Nesse tempo em que me descobri
único e diferente
porque precisava de outros olhos
para enxergar um mundo mais nítido
descobri que a Primeira Guerra
com seus braços tentaculares
tinha apanhado João
filho da Ana de Jesus e de pai incógnito,
o rapaz mais rijo da aldeia,
que era noivo da Carolina
filha mais velha da Amélia tecedeira e do Celestino ,
barbeiro de profissão
e exímio capador de porcos.
A guerra
sugou o soldado João para a Batalha de La Lys,
na longínqua França.
Mas teve sorte, teve muita sorte, o filho da Ana .

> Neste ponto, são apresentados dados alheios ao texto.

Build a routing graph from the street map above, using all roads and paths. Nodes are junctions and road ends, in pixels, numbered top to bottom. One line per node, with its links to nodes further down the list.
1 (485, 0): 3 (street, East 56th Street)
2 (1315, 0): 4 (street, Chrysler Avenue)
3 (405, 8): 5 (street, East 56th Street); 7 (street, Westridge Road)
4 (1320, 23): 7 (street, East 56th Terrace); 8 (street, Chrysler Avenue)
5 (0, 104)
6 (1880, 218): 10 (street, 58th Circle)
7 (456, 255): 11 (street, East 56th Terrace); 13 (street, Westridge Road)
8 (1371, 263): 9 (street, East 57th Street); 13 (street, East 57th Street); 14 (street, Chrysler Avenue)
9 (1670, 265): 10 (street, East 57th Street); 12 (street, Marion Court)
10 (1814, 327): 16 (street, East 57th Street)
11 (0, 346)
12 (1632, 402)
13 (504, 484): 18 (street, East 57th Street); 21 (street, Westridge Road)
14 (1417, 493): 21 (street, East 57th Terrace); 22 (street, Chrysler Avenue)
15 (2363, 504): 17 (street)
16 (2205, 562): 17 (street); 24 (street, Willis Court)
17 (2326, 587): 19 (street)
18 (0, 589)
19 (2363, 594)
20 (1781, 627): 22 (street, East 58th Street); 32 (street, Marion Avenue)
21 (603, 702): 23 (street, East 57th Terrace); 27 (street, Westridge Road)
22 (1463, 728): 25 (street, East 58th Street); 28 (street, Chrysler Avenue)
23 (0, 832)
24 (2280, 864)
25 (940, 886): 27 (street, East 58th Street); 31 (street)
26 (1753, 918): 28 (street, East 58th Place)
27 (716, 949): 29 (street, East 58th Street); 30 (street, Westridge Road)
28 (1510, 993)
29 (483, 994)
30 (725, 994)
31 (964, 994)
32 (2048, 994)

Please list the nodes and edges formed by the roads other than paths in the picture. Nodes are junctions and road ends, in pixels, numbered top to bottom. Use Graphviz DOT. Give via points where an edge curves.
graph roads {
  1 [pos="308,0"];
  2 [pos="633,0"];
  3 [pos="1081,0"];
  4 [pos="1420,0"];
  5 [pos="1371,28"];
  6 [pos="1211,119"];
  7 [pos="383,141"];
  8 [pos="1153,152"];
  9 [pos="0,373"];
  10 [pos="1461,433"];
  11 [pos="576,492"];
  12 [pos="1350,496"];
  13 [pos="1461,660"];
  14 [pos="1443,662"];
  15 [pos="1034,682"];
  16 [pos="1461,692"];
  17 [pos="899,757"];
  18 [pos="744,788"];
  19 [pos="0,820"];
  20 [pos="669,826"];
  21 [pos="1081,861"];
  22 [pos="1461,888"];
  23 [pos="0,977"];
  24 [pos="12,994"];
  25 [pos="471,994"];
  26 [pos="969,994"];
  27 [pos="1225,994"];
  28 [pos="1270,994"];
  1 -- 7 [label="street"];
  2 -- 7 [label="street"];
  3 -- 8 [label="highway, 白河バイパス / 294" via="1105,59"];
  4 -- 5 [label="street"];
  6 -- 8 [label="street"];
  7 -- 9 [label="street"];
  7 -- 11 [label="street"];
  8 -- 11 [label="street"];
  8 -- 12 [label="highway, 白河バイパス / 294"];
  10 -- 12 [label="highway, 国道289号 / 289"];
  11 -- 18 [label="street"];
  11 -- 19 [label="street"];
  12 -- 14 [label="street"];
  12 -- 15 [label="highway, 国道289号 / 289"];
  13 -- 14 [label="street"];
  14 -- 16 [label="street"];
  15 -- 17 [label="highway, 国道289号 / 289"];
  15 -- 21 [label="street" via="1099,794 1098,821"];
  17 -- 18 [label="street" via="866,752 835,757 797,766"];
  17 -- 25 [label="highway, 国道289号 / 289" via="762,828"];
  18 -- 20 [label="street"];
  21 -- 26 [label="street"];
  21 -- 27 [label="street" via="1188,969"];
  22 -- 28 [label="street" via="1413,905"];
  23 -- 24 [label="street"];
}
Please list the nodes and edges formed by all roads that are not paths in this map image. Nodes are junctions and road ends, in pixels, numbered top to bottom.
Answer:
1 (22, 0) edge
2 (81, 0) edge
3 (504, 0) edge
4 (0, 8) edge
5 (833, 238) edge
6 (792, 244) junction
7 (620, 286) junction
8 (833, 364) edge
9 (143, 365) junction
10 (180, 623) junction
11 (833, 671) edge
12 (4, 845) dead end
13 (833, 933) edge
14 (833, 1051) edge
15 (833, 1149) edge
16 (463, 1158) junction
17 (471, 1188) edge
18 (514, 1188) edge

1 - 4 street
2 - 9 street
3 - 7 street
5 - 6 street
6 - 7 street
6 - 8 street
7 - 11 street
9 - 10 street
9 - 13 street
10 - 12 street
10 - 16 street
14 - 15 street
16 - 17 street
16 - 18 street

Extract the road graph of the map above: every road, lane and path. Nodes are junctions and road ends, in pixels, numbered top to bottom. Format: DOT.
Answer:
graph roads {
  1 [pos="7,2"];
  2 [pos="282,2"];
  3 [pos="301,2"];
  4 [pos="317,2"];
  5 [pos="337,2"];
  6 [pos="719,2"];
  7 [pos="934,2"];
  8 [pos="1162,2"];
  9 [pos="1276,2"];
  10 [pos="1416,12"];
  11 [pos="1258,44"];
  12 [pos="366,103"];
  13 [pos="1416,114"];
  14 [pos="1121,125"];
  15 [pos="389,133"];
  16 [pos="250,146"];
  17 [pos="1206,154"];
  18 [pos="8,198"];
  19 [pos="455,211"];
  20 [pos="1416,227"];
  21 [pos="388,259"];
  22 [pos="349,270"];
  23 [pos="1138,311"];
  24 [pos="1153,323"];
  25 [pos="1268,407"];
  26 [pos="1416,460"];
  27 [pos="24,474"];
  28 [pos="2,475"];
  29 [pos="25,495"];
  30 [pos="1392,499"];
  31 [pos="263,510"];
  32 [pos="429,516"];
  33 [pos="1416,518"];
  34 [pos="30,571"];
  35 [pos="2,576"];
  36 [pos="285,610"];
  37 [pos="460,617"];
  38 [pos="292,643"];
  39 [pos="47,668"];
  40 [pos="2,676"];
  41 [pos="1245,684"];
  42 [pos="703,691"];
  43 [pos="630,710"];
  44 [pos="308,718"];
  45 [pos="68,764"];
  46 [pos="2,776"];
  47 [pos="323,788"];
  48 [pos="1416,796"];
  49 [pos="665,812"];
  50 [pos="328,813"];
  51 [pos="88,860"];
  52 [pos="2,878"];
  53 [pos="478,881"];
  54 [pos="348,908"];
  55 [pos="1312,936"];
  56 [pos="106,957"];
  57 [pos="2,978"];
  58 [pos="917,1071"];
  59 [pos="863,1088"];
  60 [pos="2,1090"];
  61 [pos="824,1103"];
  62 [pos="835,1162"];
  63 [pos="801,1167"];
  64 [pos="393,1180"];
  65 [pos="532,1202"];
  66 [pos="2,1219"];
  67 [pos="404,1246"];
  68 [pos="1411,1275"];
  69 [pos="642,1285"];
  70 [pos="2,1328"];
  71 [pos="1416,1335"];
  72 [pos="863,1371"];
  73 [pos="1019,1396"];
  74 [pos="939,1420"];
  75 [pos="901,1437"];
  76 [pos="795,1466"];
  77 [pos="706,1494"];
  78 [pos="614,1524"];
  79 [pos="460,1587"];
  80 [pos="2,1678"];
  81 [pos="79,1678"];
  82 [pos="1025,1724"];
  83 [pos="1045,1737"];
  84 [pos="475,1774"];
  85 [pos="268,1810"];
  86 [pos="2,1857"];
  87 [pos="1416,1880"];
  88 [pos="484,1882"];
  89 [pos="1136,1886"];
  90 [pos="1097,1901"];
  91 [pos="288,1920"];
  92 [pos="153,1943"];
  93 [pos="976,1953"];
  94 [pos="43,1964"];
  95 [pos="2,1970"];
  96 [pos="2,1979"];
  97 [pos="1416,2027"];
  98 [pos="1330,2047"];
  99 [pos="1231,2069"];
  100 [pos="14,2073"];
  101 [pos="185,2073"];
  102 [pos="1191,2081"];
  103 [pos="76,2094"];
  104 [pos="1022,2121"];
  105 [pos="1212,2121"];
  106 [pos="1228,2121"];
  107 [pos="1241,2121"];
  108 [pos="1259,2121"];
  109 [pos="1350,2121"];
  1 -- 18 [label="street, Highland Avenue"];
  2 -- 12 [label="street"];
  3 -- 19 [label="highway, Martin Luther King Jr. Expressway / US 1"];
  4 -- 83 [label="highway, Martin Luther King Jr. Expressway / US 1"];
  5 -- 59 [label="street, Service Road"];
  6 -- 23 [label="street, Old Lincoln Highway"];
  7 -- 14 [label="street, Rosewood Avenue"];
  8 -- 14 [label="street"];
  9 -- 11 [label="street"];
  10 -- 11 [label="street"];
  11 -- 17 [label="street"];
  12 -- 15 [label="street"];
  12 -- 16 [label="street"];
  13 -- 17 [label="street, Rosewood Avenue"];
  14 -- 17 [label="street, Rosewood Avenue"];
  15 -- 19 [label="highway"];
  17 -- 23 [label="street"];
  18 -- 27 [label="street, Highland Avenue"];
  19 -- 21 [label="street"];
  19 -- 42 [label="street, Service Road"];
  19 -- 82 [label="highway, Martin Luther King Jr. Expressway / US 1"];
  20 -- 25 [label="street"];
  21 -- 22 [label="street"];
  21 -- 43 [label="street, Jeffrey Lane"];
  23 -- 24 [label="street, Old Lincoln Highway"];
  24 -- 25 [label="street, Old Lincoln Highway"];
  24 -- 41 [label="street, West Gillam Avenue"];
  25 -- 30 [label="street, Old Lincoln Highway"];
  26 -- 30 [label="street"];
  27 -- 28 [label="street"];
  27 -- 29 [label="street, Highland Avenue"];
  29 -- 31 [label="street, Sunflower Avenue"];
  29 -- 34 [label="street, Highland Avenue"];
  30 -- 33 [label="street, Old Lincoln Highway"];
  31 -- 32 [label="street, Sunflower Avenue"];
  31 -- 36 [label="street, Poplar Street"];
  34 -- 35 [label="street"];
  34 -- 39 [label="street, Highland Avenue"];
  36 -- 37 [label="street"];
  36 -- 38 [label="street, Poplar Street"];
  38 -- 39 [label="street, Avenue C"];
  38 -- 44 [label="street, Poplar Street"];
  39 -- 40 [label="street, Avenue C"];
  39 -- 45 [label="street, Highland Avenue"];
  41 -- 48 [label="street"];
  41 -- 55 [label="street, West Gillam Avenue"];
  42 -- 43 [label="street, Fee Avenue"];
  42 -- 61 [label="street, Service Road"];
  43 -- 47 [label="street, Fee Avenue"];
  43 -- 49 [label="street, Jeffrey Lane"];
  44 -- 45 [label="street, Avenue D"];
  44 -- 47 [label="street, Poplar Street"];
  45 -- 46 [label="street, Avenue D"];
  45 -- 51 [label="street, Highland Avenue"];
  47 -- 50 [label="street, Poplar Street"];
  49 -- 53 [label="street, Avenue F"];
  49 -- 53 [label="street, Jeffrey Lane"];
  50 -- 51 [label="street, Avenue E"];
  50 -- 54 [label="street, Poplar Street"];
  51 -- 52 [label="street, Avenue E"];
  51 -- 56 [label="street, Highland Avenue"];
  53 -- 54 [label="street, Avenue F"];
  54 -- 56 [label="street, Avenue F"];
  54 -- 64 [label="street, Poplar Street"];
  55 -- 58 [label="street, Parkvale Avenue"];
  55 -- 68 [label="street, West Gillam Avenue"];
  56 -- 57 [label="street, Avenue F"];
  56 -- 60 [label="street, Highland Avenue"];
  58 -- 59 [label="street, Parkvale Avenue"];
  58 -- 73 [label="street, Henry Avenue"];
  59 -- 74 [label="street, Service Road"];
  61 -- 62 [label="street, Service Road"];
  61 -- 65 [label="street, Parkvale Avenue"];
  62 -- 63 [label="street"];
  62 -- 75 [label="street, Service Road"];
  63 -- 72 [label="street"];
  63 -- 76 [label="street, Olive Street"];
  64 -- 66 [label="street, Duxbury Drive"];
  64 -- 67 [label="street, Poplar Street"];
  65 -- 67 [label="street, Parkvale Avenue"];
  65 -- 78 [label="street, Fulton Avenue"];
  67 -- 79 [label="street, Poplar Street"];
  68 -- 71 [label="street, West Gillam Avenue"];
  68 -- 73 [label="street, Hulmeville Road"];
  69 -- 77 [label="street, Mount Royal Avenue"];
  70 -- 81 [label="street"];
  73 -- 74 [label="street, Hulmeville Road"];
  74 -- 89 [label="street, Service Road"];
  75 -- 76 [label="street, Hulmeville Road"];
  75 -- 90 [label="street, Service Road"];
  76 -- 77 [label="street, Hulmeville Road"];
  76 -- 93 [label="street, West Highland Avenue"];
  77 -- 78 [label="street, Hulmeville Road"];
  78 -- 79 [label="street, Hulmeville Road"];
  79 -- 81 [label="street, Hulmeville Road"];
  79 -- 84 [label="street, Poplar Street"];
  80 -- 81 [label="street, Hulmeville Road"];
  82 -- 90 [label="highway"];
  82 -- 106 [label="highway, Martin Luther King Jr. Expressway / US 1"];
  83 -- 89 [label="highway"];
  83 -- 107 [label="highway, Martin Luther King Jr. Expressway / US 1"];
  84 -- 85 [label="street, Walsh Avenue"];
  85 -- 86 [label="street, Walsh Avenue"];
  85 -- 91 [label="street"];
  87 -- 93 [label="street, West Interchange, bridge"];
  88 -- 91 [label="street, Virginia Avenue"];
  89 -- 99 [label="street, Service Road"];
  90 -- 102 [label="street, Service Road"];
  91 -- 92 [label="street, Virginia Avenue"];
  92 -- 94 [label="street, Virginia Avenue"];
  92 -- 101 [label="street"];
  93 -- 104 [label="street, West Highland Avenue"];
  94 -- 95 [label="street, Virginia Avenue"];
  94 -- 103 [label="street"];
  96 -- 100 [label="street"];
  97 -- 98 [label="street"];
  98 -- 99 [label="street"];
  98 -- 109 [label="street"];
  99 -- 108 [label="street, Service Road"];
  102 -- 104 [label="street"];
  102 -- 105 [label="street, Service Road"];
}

As armas dos alemães não o mataram
só lhe tiraram a perna direita,
que ficou definitivamente perdida nas trincheiras.
Quando voltou da guerra,
João trouxe uns olhos espantados,
um cantil furado, inútil
e uma bota muito bem engraxada .
O Ramos ,
que era um carpinteiro dado à poesia
com madeira
transformou um naco de lódão
numa bela perna,
redonda e hirta,
leve ,
envernizada
e ofereceu-a a Jesus
que andava confuso e tinha insónias.
Mesmo assim, a Carolina
filha da Amélia tecedeira e do Celestino ,
barbeiro de profissão
e exímio capador de porcos.
terminou o noivado com Jesus.
Disse-lhe que era muito friorenta
e tinha o direito de amar um homem completo.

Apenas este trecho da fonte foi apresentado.